A statement on the government’s sabanew.net quoted Hadi as saying the roadmap “only opens a door towards more suffering and war and is not a map for peace.” 

It cited Hadi as saying the plan “rewards the putschists while punishing the Yemeni people and legitimacy.” 
Forces loyal to Hadi’s government have been locked since 2014 in deadly battles with Iran-backed Shiite Houthi rebels who overran the capital Sanaa late that year.

The conflict escalated in March 2015 when Saudi Arabia launched a military campaign to push back the rebels.

The war has left nearly 7,000 people dead, mostly civilians, according to the United Nations which had been struggling to convince the warring parties to implement a ceasefire and revive a stalled political process.

While the government has shifted its temporary headquarters to second-city Aden, Hadi resides in Riyadh with most senior officials.

It was unclear how Hadi’s Arab backers would react to his refusal, especially after a key coalition member, the United Arab Emirates, hailed the proposal on Oct. 27 as a “political solution for the Yemeni crisis.”

Saudi Arabia has not commented on the U.N. envoy’s latest proposal and the rebels have yet to respond.

Saudi-led raid kills 60 at Yemen security site, prison, says official

Meanwhile, Arab coalition warplanes bombed a security complex near the Yemeni port city of Hodeidah, killing 60 people including inmates of a prison on the site, a regional official, relatives and medical sources said on Oct. 30, according to Reuters.

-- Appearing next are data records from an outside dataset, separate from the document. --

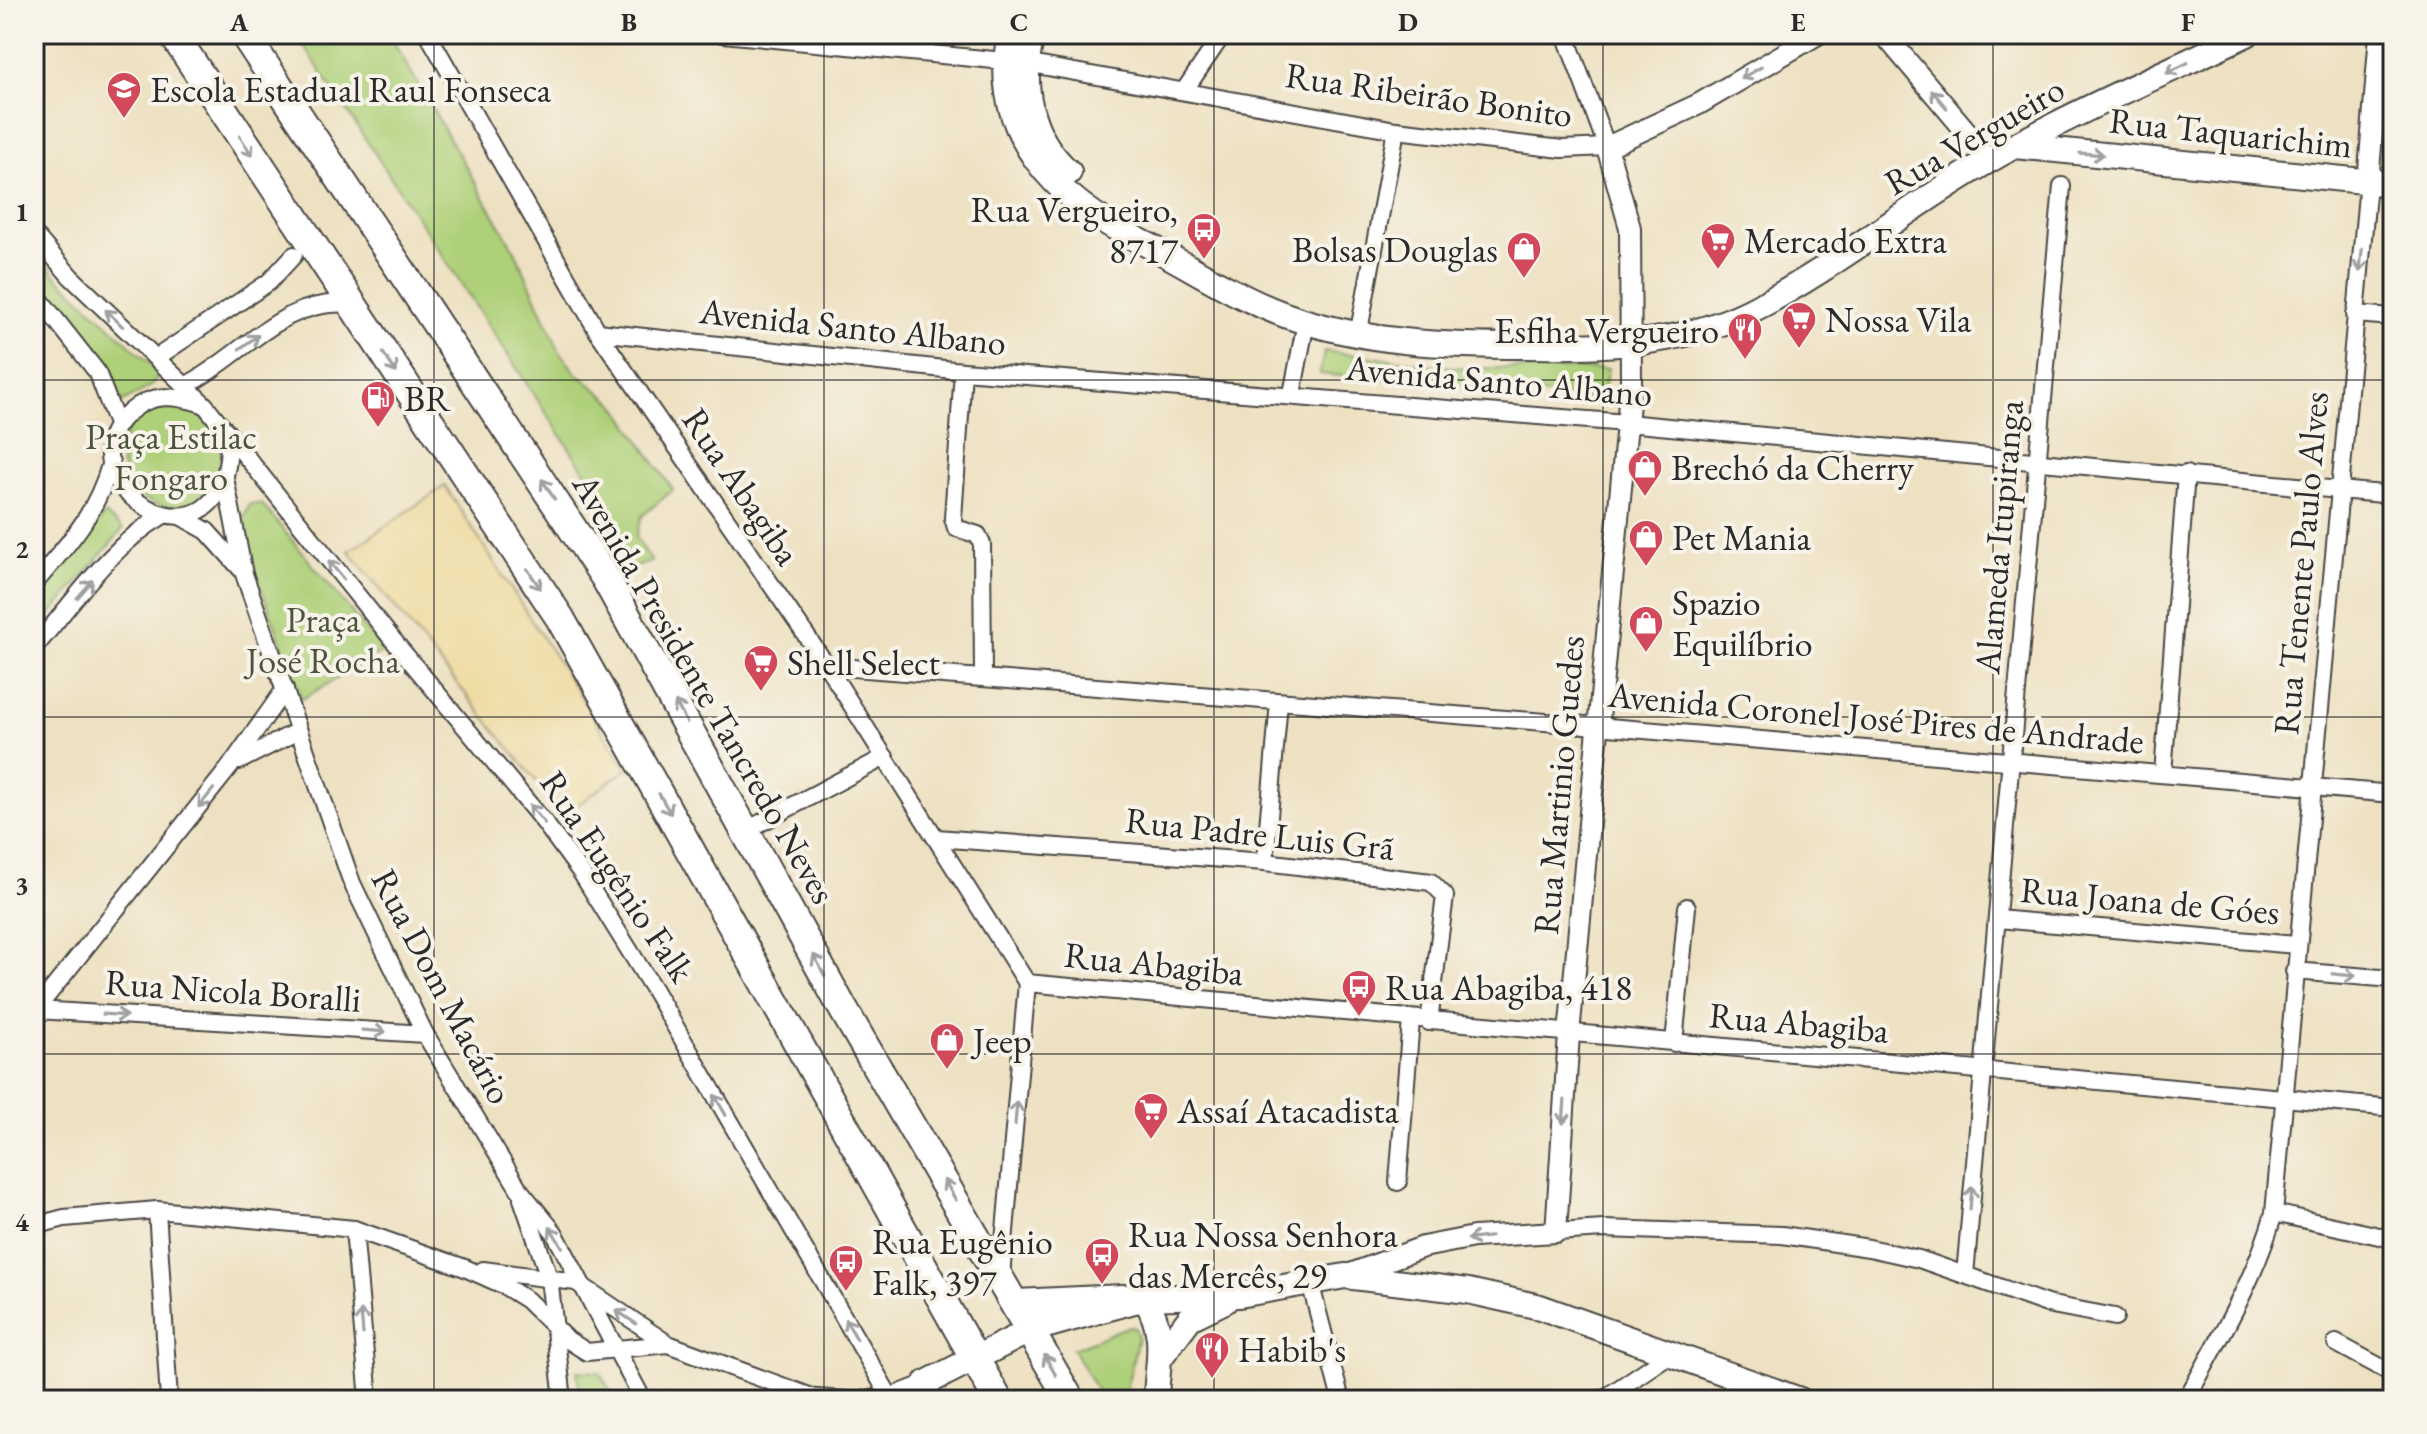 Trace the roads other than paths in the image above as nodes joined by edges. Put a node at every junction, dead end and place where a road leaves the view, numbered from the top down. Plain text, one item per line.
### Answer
1 (173, 34) edge
2 (244, 34) edge
3 (428, 34) edge
4 (723, 34) edge
5 (1010, 34) edge
6 (1032, 34) edge
7 (1223, 34) edge
8 (1565, 34) edge
9 (1818, 34) edge
10 (1884, 34) edge
11 (2247, 34) edge
12 (2380, 34) edge
13 (1015, 62) junction
14 (1184, 91) junction
15 (1396, 130) junction
16 (2015, 146) junction
17 (1607, 147) junction
18 (1986, 162) junction
19 (2368, 183) junction
20 (2393, 184) edge
21 (2062, 186) dead end
22 (34, 234) edge
23 (294, 255) dead end
24 (34, 292) edge
25 (349, 304) junction
26 (2355, 314) junction
27 (2393, 317) edge
28 (1306, 322) junction
29 (598, 332) junction
30 (1358, 336) junction
31 (1631, 344) junction
32 (156, 358) junction
33 (963, 371) junction
34 (185, 386) junction
35 (1292, 394) junction
36 (205, 405) junction
37 (1627, 423) junction
38 (117, 424) junction
39 (229, 435) junction
40 (111, 462) junction
41 (2035, 464) junction
42 (2186, 474) junction
43 (225, 478) junction
44 (2342, 491) junction
45 (2393, 495) edge
46 (162, 516) junction
47 (182, 517) junction
48 (244, 574) junction
49 (34, 584) edge
50 (34, 648) edge
51 (827, 666) junction
52 (983, 676) junction
53 (285, 689) junction
54 (1279, 702) junction
55 (1597, 726) junction
56 (298, 731) junction
57 (885, 757) junction
58 (2012, 763) junction
59 (229, 768) junction
60 (2163, 774) junction
61 (2313, 787) junction
62 (2393, 794) edge
63 (747, 830) junction
64 (936, 838) junction
65 (1265, 862) junction
66 (1687, 907) dead end
67 (1998, 919) junction
68 (2296, 945) junction
69 (2294, 971) junction
70 (2393, 979) edge
71 (1027, 983) junction
72 (36, 1011) edge
73 (1420, 1021) junction
74 (425, 1034) junction
75 (1569, 1034) junction
76 (1674, 1043) junction
77 (1982, 1072) junction
78 (2285, 1099) junction
79 (2393, 1108) edge
80 (1398, 1182) dead end
81 (519, 1189) junction
82 (157, 1210) junction
83 (2274, 1213) junction
84 (34, 1226) edge
85 (354, 1229) junction
86 (1556, 1232) junction
87 (2393, 1239) edge
88 (465, 1268) junction
89 (1965, 1275) junction
90 (1345, 1276) junction
91 (549, 1277) junction
92 (1001, 1278) junction
93 (1310, 1282) junction
94 (586, 1288) junction
95 (1239, 1295) junction
96 (1145, 1298) junction
97 (1016, 1304) junction
98 (2115, 1317) dead end
99 (555, 1325) junction
100 (1031, 1330) junction
101 (2336, 1343) dead end
102 (668, 1344) junction
103 (615, 1351) junction
104 (1673, 1352) junction
105 (1162, 1355) junction
106 (975, 1357) junction
107 (2393, 1374) edge
108 (922, 1392) edge
109 (890, 1397) junction
110 (819, 1399) edge
111 (169, 1400) edge
112 (369, 1400) edge
113 (563, 1400) edge
114 (643, 1400) edge
115 (845, 1400) edge
116 (860, 1400) edge
117 (998, 1400) edge
118 (1070, 1400) edge
119 (1156, 1400) edge
120 (1341, 1400) edge
121 (1602, 1400) edge
122 (1800, 1400) edge
123 (2186, 1400) edge

1 -> 25 highway
63 -> 2 highway, Avenida Presidente Tancredo Neves
3 - 29 street, Rua Abagiba
4 - 13 street, Rua Ribeirão Bonito
5 - 13 main road, Rua Vergueiro
6 - 13 main road, Rua Vergueiro
7 - 14 street
8 - 17 street
9 -> 17 street, Rua Ribeirão Bonito
18 -> 10 street
11 -> 16 main road, Rua Vergueiro
12 - 19 street, Rua Tenente Paulo Alves
13 - 14 street, Rua Ribeirão Bonito
13 - 28 main road, Rua Vergueiro
14 - 15 street, Rua Ribeirão Bonito
15 - 17 street, Rua Ribeirão Bonito
15 - 30 street
16 - 18 main road, Rua Vergueiro
16 -> 19 main road, Rua Taquarichim
17 - 31 street, Rua Martinio Guedes
18 - 31 main road, Rua Vergueiro
19 - 20 main road, Rua Taquarichim
19 -> 26 street, Rua Tenente Paulo Alves
21 - 41 street, Alameda Itupiranga
32 -> 22 street
23 - 32 street
24 - 38 street
34 -> 25 street
25 -> 106 highway
26 - 27 street
26 - 44 street, Rua Tenente Paulo Alves
28 - 30 main road, Rua Vergueiro
28 - 35 street
29 - 33 street, Avenida Santo Albano
29 - 51 street, Rua Abagiba
30 - 31 main road, Rua Vergueiro
31 - 37 street, Rua Martinio Guedes
32 - 34 street
33 - 35 street, Avenida Santo Albano
33 - 52 street
34 - 36 street
35 - 37 street, Avenida Santo Albano
36 - 38 street
36 - 39 street
37 - 41 street, Avenida Santo Albano
37 - 55 street, Rua Martinio Guedes
38 - 40 street
39 - 43 street
109 -> 39 street, Rua Eugênio Falk
40 - 46 street
40 - 49 street
41 - 42 street, Avenida Santo Albano
41 - 58 street, Alameda Itupiranga
42 - 44 street, Avenida Santo Albano
42 - 60 street
43 - 47 street
43 - 48 street, Rua Dom Macário
44 - 45 street, Avenida Santo Albano
44 - 61 street, Rua Tenente Paulo Alves
46 - 47 street
50 -> 46 street
47 - 48 street, Rua Dom Macário
48 - 53 street, Rua Dom Macário
51 - 52 street, Avenida Coronel José Pires de Andrade
51 - 57 street, Rua Abagiba
52 - 54 street, Avenida Coronel José Pires de Andrade
53 - 56 street, Rua Dom Macário
53 - 59 street
54 - 55 street, Avenida Coronel José Pires de Andrade
54 - 65 street
55 - 58 street, Avenida Coronel José Pires de Andrade
55 - 75 street, Rua Martinio Guedes
56 - 59 street
56 - 74 street, Rua Dom Macário
57 - 63 street
57 - 64 street, Rua Abagiba
58 - 60 street, Avenida Coronel José Pires de Andrade
58 - 67 street, Alameda Itupiranga
59 -> 72 street
60 - 61 street, Avenida Coronel José Pires de Andrade
61 - 62 street, Avenida Coronel José Pires de Andrade
61 - 68 street, Rua Tenente Paulo Alves
92 -> 63 highway, Avenida Presidente Tancredo Neves
64 - 65 street, Rua Padre Luis Grã
64 - 71 street, Rua Abagiba
65 - 73 street, Rua Padre Luis Grã
66 - 76 street
67 - 68 street, Rua Joana de Góes
67 - 77 street, Alameda Itupiranga
68 - 69 street, Rua Tenente Paulo Alves
69 -> 70 street
69 - 78 street, Rua Tenente Paulo Alves
71 - 73 street, Rua Abagiba
92 -> 71 street
72 -> 74 street, Rua Nicola Boralli
73 - 75 street, Rua Abagiba
73 - 80 street, Rua Padre Luis Grã
74 - 81 street, Rua Dom Macário
75 - 76 street, Rua Abagiba
75 -> 86 street, Rua Martinio Guedes
76 - 77 street, Rua Abagiba
77 - 78 street, Rua Abagiba
89 -> 77 street, Alameda Itupiranga
78 - 79 street, Rua Abagiba
78 - 83 street, Rua Tenente Paulo Alves
81 - 91 street
94 -> 81 street, Rua Dom Macário
82 - 84 street
82 - 85 street
82 - 111 street
83 - 87 street
83 - 123 street, Rua Tenente Paulo Alves
85 - 88 street
112 -> 85 street
86 - 89 street
86 -> 90 street
88 - 91 street
88 - 99 street
89 - 98 street
90 - 93 main road
90 - 104 main road
91 - 94 street
91 - 99 street
92 - 97 highway, Avenida Presidente Tancredo Neves
93 - 95 main road
93 - 120 street
102 -> 94 street
94 - 103 street, Rua Dom Macário
95 - 96 main road
95 - 105 main road
96 - 97 highway
96 - 100 main road
96 - 105 main road
97 - 100 highway, Avenida Presidente Tancredo Neves
99 - 103 street
99 - 113 street
100 - 106 main road
118 -> 100 highway, Avenida Presidente Tancredo Neves
101 - 107 street
102 - 103 street
102 - 110 street
103 - 114 street, Rua Dom Macário
104 - 121 street
104 - 122 main road
105 - 119 main road
106 - 108 main road
106 - 117 highway
108 - 109 street
109 - 116 street
110 - 115 street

The prison in the city’s al-Zaydiyah district was holding 84 inmates when it was struck three times late on Oct. 29, Hashem al-Azizi, deputy governor of the Houthi rebel-controlled Hodeidah province of the same name, told Reuters.

Local officials said the site lies within a security complex for the area guarded by Houthi militiamen but that only prison security guards were present during the night-time air strike.

A Reuters witness at the security complex said the entire building was destroyed and medics pulled about 17 bodies away - many of them missing limbs - while others remained stuck under the rubble.

One of the strikes directly targeted the building, the witness added, bringing it down over the heads of the prisoners, while two others hit the gate of the complex and nearby administration buildings.